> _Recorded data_
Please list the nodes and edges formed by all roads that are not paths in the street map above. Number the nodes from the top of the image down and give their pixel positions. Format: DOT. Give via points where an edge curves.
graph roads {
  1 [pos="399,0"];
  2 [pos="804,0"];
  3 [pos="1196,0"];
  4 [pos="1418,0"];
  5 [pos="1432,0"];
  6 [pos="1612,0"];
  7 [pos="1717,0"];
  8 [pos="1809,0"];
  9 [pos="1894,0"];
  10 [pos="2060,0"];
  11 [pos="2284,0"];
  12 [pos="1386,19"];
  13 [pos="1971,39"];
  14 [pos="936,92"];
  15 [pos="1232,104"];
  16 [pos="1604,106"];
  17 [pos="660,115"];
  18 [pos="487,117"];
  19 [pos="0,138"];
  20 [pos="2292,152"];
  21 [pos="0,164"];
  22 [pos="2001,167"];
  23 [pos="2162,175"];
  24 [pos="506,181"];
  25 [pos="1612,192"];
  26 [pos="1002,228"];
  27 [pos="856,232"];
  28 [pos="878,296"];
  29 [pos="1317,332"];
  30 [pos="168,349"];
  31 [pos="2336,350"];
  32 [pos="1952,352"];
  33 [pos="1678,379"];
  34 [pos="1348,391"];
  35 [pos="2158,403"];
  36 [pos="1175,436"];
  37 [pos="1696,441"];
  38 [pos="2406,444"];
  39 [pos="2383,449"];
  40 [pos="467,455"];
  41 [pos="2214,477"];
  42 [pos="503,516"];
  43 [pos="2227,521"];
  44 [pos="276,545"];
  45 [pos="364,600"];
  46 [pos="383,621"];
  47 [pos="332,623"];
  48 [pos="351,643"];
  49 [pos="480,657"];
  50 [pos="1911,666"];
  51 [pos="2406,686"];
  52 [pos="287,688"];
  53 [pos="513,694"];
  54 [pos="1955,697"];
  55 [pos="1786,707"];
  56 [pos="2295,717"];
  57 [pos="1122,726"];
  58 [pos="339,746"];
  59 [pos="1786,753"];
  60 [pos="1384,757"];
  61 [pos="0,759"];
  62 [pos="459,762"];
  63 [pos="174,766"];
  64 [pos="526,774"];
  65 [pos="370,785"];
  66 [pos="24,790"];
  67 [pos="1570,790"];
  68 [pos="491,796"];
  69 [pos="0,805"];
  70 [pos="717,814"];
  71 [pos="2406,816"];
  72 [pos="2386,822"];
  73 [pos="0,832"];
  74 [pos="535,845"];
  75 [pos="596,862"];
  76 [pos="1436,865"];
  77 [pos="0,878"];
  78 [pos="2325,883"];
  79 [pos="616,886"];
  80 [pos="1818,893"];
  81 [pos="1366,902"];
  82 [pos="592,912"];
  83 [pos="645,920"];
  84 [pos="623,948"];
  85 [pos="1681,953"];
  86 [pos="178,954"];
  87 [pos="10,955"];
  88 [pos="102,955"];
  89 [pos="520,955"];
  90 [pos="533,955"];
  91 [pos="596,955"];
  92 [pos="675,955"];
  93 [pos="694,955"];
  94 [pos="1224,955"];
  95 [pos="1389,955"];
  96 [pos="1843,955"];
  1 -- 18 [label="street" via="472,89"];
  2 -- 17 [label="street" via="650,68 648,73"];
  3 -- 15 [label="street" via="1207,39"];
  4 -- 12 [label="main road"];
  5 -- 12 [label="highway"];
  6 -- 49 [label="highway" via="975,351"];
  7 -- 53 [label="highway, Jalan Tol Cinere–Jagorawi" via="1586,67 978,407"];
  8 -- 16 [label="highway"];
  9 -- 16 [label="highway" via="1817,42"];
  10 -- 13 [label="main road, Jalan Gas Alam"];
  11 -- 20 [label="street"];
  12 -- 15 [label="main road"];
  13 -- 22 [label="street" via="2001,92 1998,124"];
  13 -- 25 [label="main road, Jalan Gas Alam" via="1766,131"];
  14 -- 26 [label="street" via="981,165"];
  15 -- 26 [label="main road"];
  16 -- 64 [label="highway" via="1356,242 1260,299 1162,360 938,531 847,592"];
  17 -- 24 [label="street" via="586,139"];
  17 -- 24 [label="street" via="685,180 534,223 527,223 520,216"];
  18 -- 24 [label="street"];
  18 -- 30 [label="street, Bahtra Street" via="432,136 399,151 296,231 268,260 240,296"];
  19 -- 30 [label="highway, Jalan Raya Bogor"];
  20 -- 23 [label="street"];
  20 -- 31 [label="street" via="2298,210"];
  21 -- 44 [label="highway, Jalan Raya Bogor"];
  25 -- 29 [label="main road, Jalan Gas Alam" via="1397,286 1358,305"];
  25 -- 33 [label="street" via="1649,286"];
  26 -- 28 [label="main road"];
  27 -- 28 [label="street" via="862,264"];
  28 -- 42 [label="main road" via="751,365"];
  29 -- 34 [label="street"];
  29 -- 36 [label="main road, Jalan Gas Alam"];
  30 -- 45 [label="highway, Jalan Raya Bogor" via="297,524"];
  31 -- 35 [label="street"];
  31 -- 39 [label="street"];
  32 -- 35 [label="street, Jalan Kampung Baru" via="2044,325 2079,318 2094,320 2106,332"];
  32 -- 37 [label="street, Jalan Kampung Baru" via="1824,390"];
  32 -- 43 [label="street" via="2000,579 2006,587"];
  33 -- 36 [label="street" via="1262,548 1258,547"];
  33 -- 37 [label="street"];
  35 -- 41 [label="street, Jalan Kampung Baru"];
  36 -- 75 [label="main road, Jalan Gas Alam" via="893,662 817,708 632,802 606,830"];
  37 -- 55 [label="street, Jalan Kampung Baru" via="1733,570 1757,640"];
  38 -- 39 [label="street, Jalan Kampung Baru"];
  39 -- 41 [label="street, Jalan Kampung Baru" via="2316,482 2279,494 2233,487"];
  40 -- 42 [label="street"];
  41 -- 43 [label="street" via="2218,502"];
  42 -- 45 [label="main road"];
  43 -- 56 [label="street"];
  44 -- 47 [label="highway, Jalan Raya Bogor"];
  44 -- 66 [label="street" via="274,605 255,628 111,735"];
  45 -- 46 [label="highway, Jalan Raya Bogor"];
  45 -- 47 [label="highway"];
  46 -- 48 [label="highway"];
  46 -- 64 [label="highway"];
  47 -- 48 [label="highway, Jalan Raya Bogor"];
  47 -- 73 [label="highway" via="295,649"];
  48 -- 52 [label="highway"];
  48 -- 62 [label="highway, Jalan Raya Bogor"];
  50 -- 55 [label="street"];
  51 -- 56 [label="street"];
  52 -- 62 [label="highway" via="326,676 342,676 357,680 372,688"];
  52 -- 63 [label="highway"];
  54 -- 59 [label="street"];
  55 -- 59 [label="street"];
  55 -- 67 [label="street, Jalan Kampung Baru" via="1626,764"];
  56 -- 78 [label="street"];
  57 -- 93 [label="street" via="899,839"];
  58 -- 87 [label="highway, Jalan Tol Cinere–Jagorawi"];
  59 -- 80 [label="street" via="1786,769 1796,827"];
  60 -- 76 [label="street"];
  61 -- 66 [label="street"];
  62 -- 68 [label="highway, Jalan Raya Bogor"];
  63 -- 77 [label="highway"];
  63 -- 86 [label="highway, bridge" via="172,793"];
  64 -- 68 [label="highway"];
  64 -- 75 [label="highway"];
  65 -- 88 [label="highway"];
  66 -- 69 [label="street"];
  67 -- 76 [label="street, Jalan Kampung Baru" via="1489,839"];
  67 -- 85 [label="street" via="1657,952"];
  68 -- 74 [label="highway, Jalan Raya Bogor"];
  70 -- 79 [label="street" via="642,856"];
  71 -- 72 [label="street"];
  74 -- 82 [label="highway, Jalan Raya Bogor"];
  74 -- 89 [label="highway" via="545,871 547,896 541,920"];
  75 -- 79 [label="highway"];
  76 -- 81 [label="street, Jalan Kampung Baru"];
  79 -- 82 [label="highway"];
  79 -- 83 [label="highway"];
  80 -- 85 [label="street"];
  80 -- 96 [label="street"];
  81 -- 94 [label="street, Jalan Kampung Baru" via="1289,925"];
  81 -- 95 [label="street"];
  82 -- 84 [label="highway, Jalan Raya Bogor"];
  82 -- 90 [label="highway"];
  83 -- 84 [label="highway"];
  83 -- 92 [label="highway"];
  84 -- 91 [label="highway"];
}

> _WORK REQUEST_
Of the lines above, copy each one that contains the word "Baru".

> _SOLUTION FOR THIS TASK_
  32 -- 35 [label="street, Jalan Kampung Baru" via="2044,325 2079,318 2094,320 2106,332"];
  32 -- 37 [label="street, Jalan Kampung Baru" via="1824,390"];
  35 -- 41 [label="street, Jalan Kampung Baru"];
  37 -- 55 [label="street, Jalan Kampung Baru" via="1733,570 1757,640"];
  38 -- 39 [label="street, Jalan Kampung Baru"];
  39 -- 41 [label="street, Jalan Kampung Baru" via="2316,482 2279,494 2233,487"];
  55 -- 67 [label="street, Jalan Kampung Baru" via="1626,764"];
  67 -- 76 [label="street, Jalan Kampung Baru" via="1489,839"];
  76 -- 81 [label="street, Jalan Kampung Baru"];
  81 -- 94 [label="street, Jalan Kampung Baru" via="1289,925"];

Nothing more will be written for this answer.